What We're Doing -- And Spending -- To Stave Off A Financial Collapse
With all the different programs being undertaken by the federal government to rescue the economy, it's hard to keep straight everything that taxpayers are now on the hook for.
That's especially true because the commitments are being made by several different government agencies (primarily the Treasury Department and the Federal Reserve) and even more so, because they come in a range of forms.
Some of these commitments -- for instance, the Treasury's bailout program -- represent actual spending. We could see a return on these investments, of course, depending on how the companies that we've taken on fare going forward, but there are by no means any guarantees.

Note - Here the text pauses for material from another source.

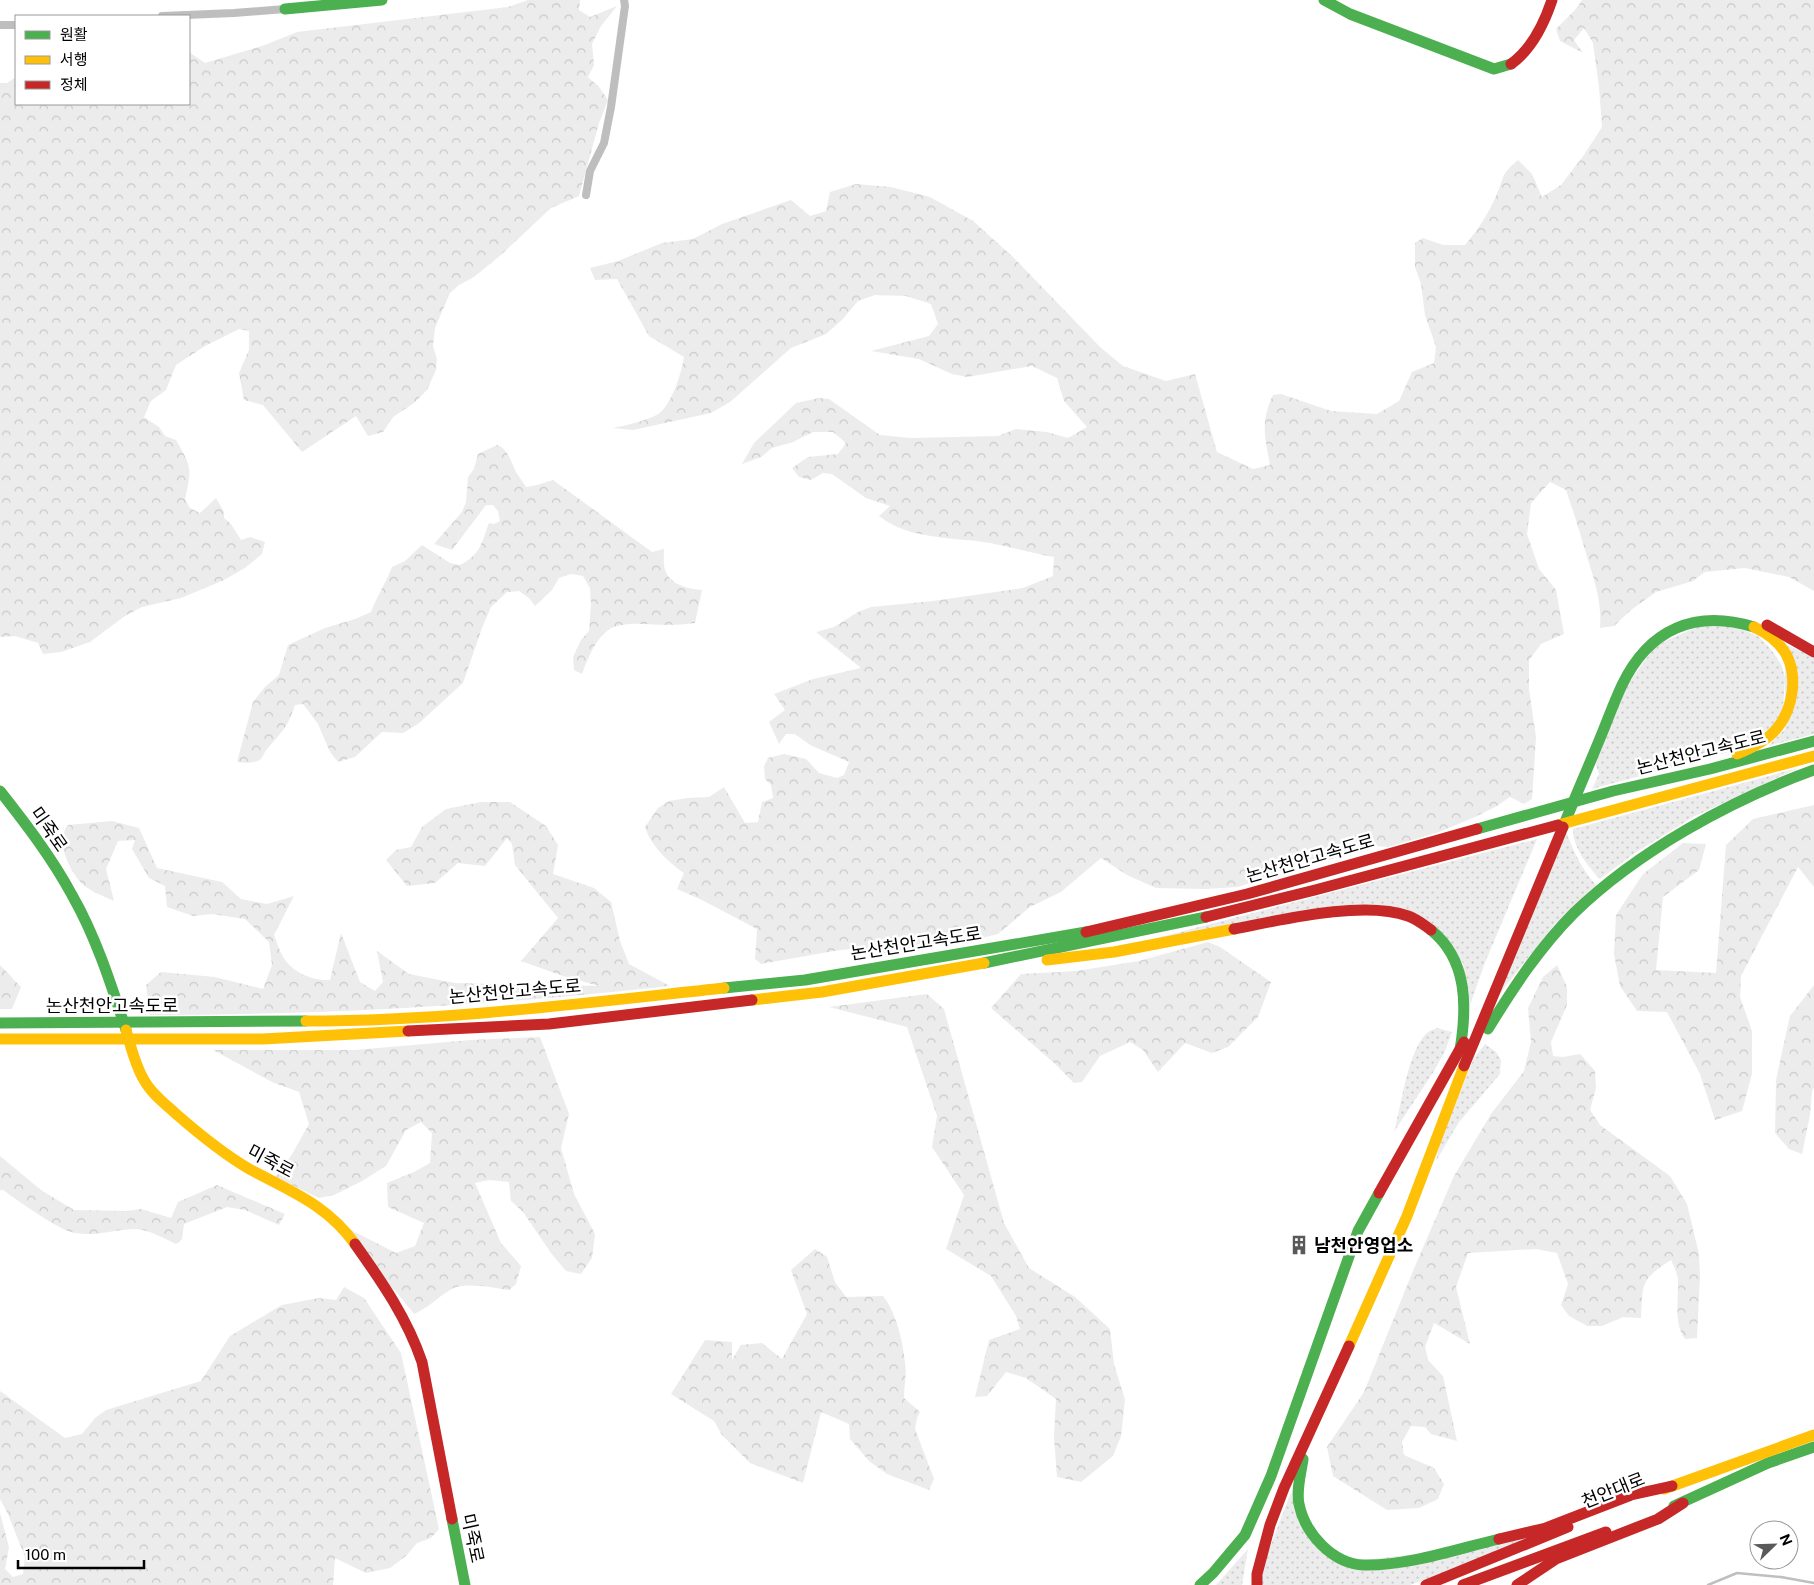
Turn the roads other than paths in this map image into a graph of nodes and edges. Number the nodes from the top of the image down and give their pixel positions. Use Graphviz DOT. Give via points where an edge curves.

Others, meanwhile, represent loans backed by collateral, meaning the government would have had to have badly miscalculated for us not to be paid back in full, probably with interest. And some are simply loan guarantees.
So putting an exact figure on exactly how much we've put up doesn't tell us much. But here's our best attempt, based on piecing together several reports, at a non-comprehensive rundown of the major components of the government's effort to stave off a financial collapse.
Spending:
- The Troubled Assets Relief Program, in which Congress allocated $700 billion to the Treasury to buy equity stakes in financial institutions.
- A Federal Reserve program, announced in October, to buy up to $2.4 trillion in commercial paper that companies use to pay bills. That figure represents what eligible issuers could sell, but the Fed has said it does not intend to buy anywhere near that amount. Earlier this week the Washington Post put the amount that it had so far put up at $266 billion.